# Goal of the exercise
Please go line by line and repeat the data below exactly, with no images.

*** Opening Provided data ***

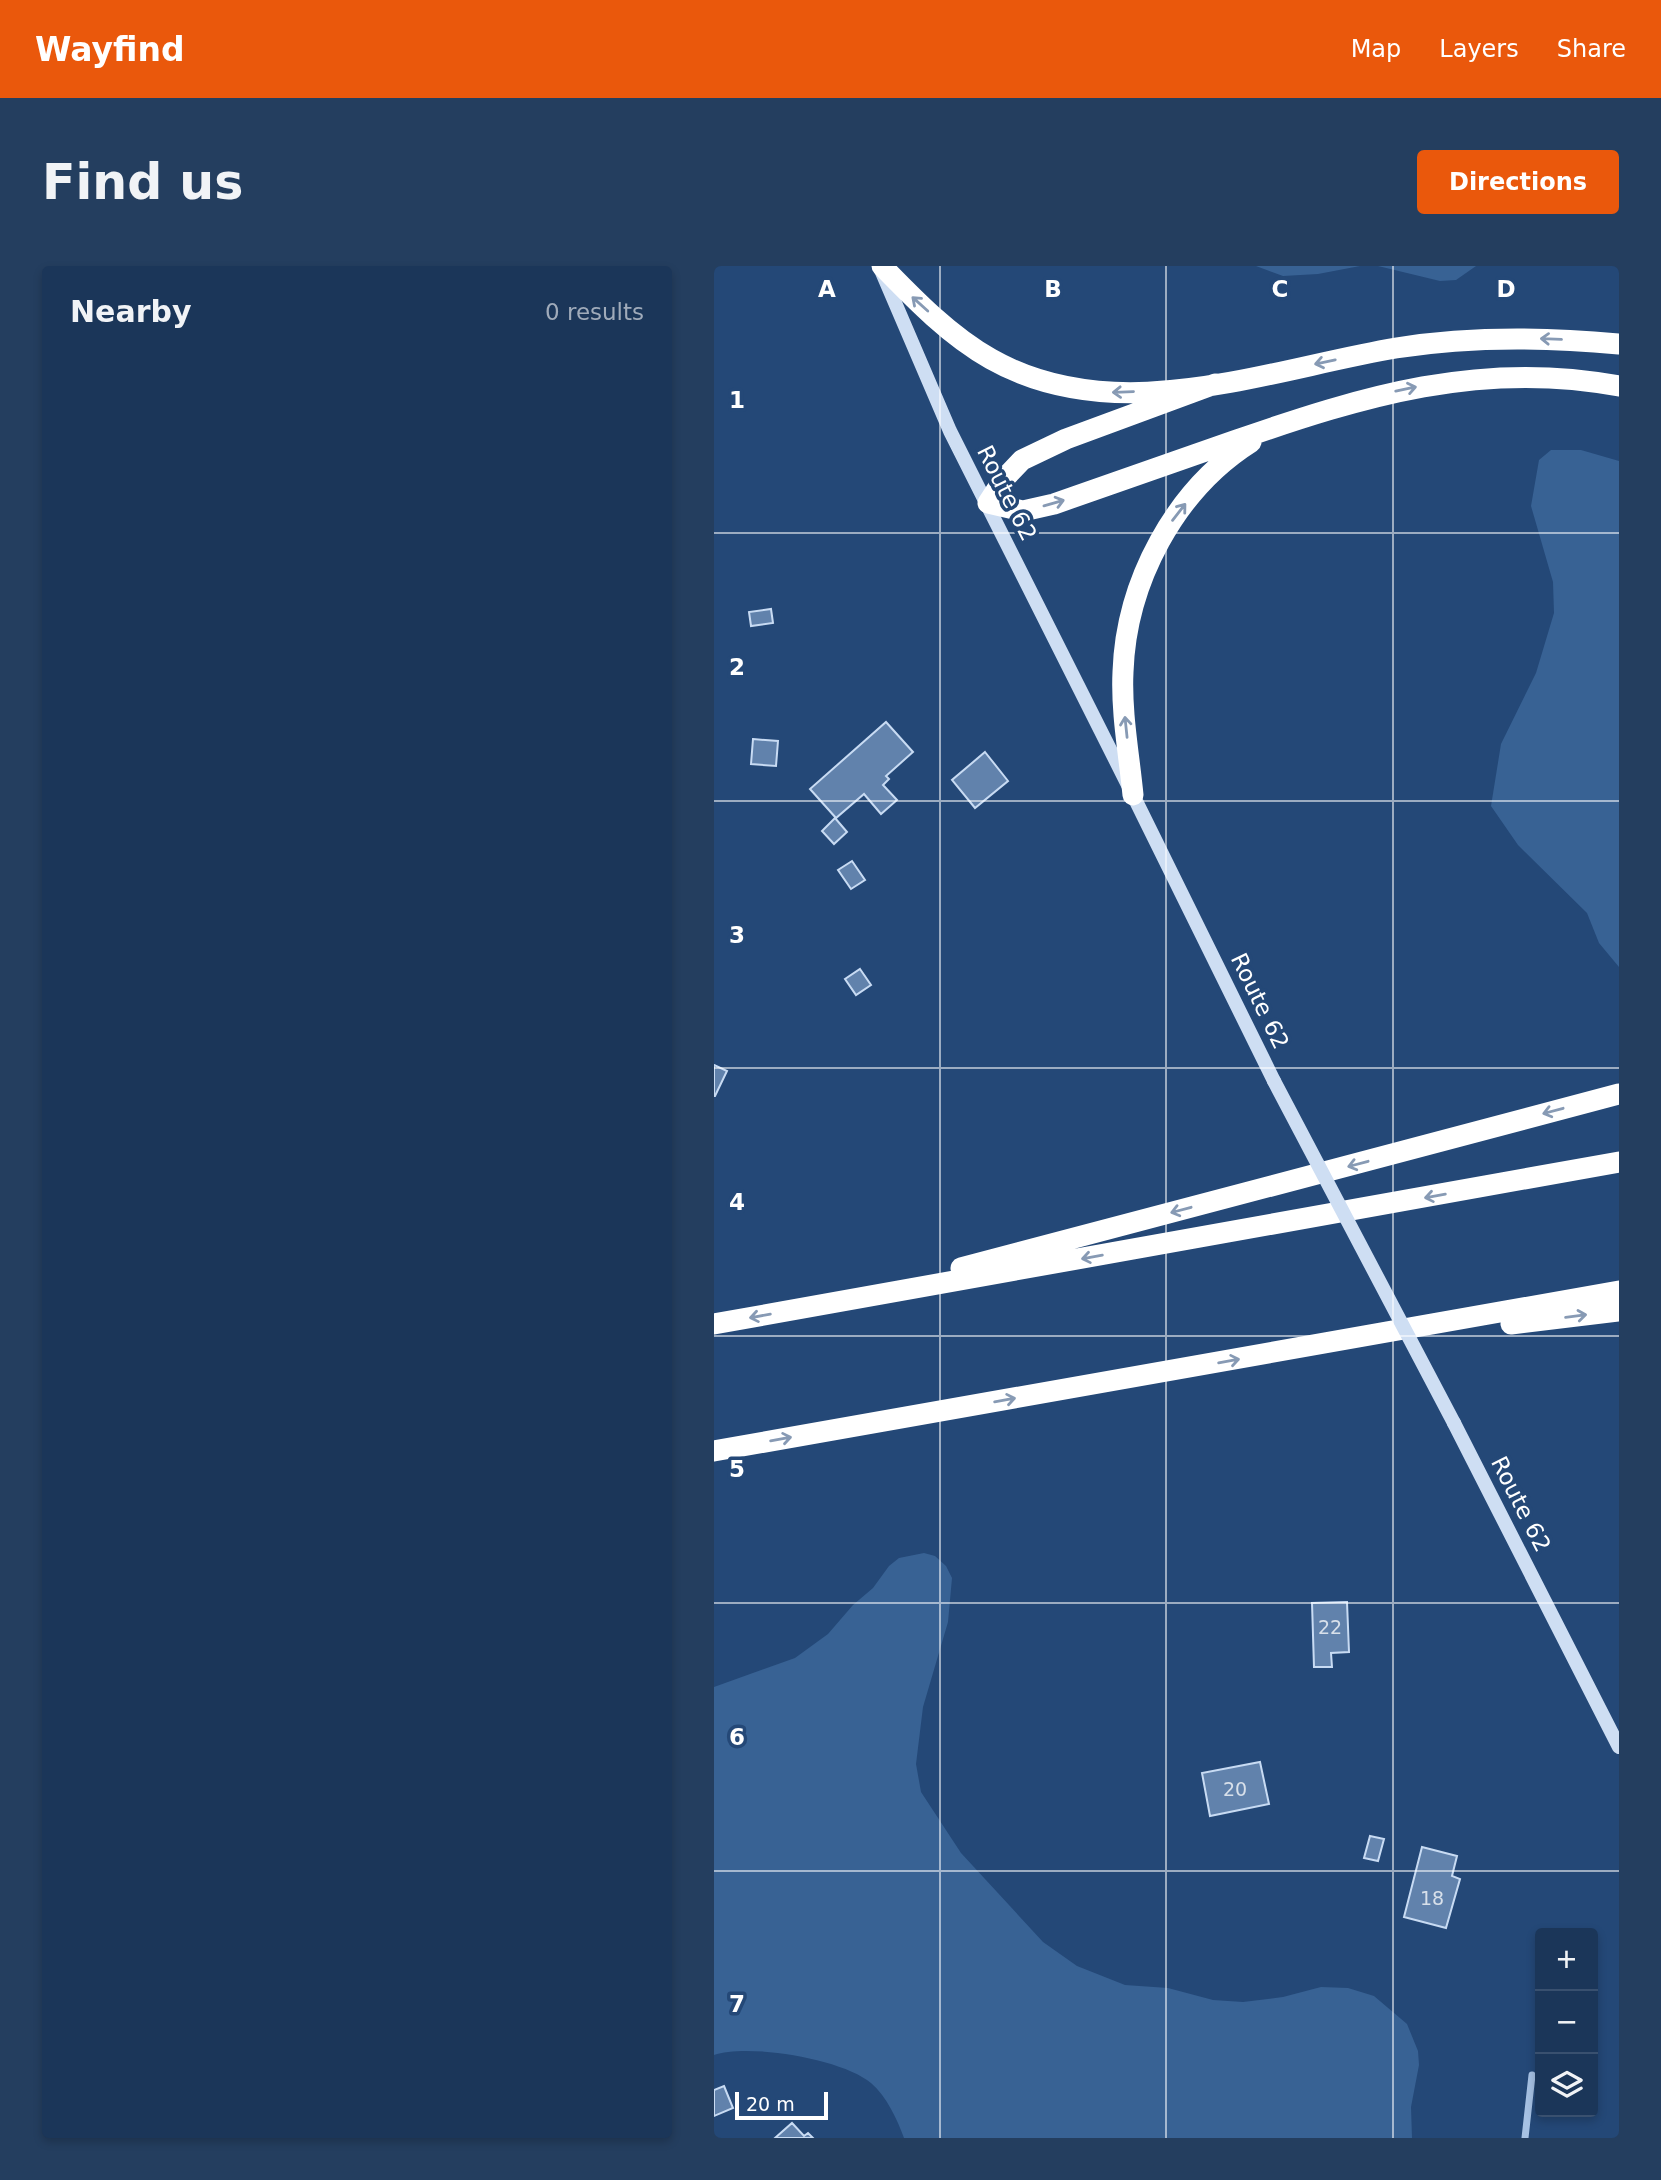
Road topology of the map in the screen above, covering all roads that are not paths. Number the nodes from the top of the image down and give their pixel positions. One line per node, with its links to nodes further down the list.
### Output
1 (881, 266): 3 (highway, one-way to 1); 6 (main road, Route 62)
2 (1619, 344): 3 (highway, one-way to 3)
3 (1215, 384): 6 (highway)
4 (1619, 386): 5 (highway, one-way to 4)
5 (1293, 420): 6 (highway, one-way to 5); 7 (highway, one-way to 5)
6 (988, 503): 7 (main road, Route 62)
7 (1133, 795): 16 (main road, Route 62, bridge)
8 (1619, 1094): 11 (highway, one-way to 11)
9 (1619, 1162): 11 (highway, one-way to 11)
10 (1619, 1291): 14 (highway)
11 (807, 1308): 13 (highway, one-way to 13)
12 (1619, 1311): 14 (highway, one-way to 12)
13 (714, 1324)
14 (1290, 1350): 15 (highway, one-way to 14)
15 (714, 1451)
16 (1619, 1747)
17 (1532, 2075): 18 (street)
18 (1525, 2138)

*** Closing Provided data ***

# Result
Road topology of the map in the screen above, covering all roads that are not paths. Number the nodes from the top of the image down and give their pixel positions. One line per node, with its links to nodes further down the list.
### Output
1 (881, 266): 3 (highway, one-way to 1); 6 (main road, Route 62)
2 (1619, 344): 3 (highway, one-way to 3)
3 (1215, 384): 6 (highway)
4 (1619, 386): 5 (highway, one-way to 4)
5 (1293, 420): 6 (highway, one-way to 5); 7 (highway, one-way to 5)
6 (988, 503): 7 (main road, Route 62)
7 (1133, 795): 16 (main road, Route 62, bridge)
8 (1619, 1094): 11 (highway, one-way to 11)
9 (1619, 1162): 11 (highway, one-way to 11)
10 (1619, 1291): 14 (highway)
11 (807, 1308): 13 (highway, one-way to 13)
12 (1619, 1311): 14 (highway, one-way to 12)
13 (714, 1324)
14 (1290, 1350): 15 (highway, one-way to 14)
15 (714, 1451)
16 (1619, 1747)
17 (1532, 2075): 18 (street)
18 (1525, 2138)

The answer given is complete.